[The data — start]

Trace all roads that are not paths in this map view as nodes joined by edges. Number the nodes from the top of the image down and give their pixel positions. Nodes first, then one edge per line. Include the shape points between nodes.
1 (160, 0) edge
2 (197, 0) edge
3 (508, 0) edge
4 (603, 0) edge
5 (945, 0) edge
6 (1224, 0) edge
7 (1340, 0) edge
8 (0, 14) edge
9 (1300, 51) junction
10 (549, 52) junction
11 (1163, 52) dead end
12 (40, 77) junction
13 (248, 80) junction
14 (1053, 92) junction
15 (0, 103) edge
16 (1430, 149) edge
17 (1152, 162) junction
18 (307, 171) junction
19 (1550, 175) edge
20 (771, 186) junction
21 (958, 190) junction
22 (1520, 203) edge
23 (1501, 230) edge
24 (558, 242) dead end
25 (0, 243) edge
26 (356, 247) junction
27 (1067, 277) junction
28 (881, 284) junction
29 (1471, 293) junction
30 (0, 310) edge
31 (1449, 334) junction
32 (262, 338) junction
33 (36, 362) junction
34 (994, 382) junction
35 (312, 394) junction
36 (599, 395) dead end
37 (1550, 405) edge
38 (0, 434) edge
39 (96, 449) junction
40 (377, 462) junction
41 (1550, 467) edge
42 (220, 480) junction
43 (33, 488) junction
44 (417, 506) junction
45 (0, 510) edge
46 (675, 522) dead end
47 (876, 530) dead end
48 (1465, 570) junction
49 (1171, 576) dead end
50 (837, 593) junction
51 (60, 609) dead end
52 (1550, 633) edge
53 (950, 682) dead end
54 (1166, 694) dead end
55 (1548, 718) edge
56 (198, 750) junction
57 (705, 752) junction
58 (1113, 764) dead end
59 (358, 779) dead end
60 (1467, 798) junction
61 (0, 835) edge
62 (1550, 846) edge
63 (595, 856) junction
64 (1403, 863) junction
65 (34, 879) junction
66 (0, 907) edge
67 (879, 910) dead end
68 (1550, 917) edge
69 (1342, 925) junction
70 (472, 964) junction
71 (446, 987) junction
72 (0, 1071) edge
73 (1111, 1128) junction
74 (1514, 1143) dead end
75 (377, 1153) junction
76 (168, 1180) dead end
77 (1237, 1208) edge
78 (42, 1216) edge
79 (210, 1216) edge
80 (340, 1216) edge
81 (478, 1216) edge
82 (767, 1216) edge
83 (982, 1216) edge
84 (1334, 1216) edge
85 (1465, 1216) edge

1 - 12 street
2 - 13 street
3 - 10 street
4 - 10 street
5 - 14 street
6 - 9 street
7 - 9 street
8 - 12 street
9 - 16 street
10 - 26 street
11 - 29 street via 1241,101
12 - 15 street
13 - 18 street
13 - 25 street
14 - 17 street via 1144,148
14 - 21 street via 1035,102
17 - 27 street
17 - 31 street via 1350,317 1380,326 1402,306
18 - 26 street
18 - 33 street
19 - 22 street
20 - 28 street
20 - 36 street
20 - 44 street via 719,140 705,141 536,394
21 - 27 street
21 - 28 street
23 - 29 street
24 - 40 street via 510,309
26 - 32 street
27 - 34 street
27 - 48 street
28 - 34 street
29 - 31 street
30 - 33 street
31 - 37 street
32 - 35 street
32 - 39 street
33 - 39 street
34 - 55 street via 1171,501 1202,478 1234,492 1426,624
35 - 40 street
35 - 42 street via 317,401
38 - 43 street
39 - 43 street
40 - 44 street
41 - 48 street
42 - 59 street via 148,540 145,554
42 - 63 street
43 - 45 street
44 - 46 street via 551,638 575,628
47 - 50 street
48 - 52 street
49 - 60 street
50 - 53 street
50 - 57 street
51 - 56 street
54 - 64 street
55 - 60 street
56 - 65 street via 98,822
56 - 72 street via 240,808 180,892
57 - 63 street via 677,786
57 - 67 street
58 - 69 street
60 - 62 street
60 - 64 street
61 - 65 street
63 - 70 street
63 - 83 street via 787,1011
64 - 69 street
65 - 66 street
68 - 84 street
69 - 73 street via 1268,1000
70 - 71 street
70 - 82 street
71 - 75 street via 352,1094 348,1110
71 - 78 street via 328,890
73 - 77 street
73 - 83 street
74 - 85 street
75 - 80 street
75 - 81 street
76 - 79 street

[The data — finish]

From the first line to the last, give the data again exactly.

**Reply to the task**
Trace all roads that are not paths in this map view as nodes joined by edges. Number the nodes from the top of the image down and give their pixel positions. Nodes first, then one edge per line. Include the shape points between nodes.
1 (160, 0) edge
2 (197, 0) edge
3 (508, 0) edge
4 (603, 0) edge
5 (945, 0) edge
6 (1224, 0) edge
7 (1340, 0) edge
8 (0, 14) edge
9 (1300, 51) junction
10 (549, 52) junction
11 (1163, 52) dead end
12 (40, 77) junction
13 (248, 80) junction
14 (1053, 92) junction
15 (0, 103) edge
16 (1430, 149) edge
17 (1152, 162) junction
18 (307, 171) junction
19 (1550, 175) edge
20 (771, 186) junction
21 (958, 190) junction
22 (1520, 203) edge
23 (1501, 230) edge
24 (558, 242) dead end
25 (0, 243) edge
26 (356, 247) junction
27 (1067, 277) junction
28 (881, 284) junction
29 (1471, 293) junction
30 (0, 310) edge
31 (1449, 334) junction
32 (262, 338) junction
33 (36, 362) junction
34 (994, 382) junction
35 (312, 394) junction
36 (599, 395) dead end
37 (1550, 405) edge
38 (0, 434) edge
39 (96, 449) junction
40 (377, 462) junction
41 (1550, 467) edge
42 (220, 480) junction
43 (33, 488) junction
44 (417, 506) junction
45 (0, 510) edge
46 (675, 522) dead end
47 (876, 530) dead end
48 (1465, 570) junction
49 (1171, 576) dead end
50 (837, 593) junction
51 (60, 609) dead end
52 (1550, 633) edge
53 (950, 682) dead end
54 (1166, 694) dead end
55 (1548, 718) edge
56 (198, 750) junction
57 (705, 752) junction
58 (1113, 764) dead end
59 (358, 779) dead end
60 (1467, 798) junction
61 (0, 835) edge
62 (1550, 846) edge
63 (595, 856) junction
64 (1403, 863) junction
65 (34, 879) junction
66 (0, 907) edge
67 (879, 910) dead end
68 (1550, 917) edge
69 (1342, 925) junction
70 (472, 964) junction
71 (446, 987) junction
72 (0, 1071) edge
73 (1111, 1128) junction
74 (1514, 1143) dead end
75 (377, 1153) junction
76 (168, 1180) dead end
77 (1237, 1208) edge
78 (42, 1216) edge
79 (210, 1216) edge
80 (340, 1216) edge
81 (478, 1216) edge
82 (767, 1216) edge
83 (982, 1216) edge
84 (1334, 1216) edge
85 (1465, 1216) edge

1 - 12 street
2 - 13 street
3 - 10 street
4 - 10 street
5 - 14 street
6 - 9 street
7 - 9 street
8 - 12 street
9 - 16 street
10 - 26 street
11 - 29 street via 1241,101
12 - 15 street
13 - 18 street
13 - 25 street
14 - 17 street via 1144,148
14 - 21 street via 1035,102
17 - 27 street
17 - 31 street via 1350,317 1380,326 1402,306
18 - 26 street
18 - 33 street
19 - 22 street
20 - 28 street
20 - 36 street
20 - 44 street via 719,140 705,141 536,394
21 - 27 street
21 - 28 street
23 - 29 street
24 - 40 street via 510,309
26 - 32 street
27 - 34 street
27 - 48 street
28 - 34 street
29 - 31 street
30 - 33 street
31 - 37 street
32 - 35 street
32 - 39 street
33 - 39 street
34 - 55 street via 1171,501 1202,478 1234,492 1426,624
35 - 40 street
35 - 42 street via 317,401
38 - 43 street
39 - 43 street
40 - 44 street
41 - 48 street
42 - 59 street via 148,540 145,554
42 - 63 street
43 - 45 street
44 - 46 street via 551,638 575,628
47 - 50 street
48 - 52 street
49 - 60 street
50 - 53 street
50 - 57 street
51 - 56 street
54 - 64 street
55 - 60 street
56 - 65 street via 98,822
56 - 72 street via 240,808 180,892
57 - 63 street via 677,786
57 - 67 street
58 - 69 street
60 - 62 street
60 - 64 street
61 - 65 street
63 - 70 street
63 - 83 street via 787,1011
64 - 69 street
65 - 66 street
68 - 84 street
69 - 73 street via 1268,1000
70 - 71 street
70 - 82 street
71 - 75 street via 352,1094 348,1110
71 - 78 street via 328,890
73 - 77 street
73 - 83 street
74 - 85 street
75 - 80 street
75 - 81 street
76 - 79 street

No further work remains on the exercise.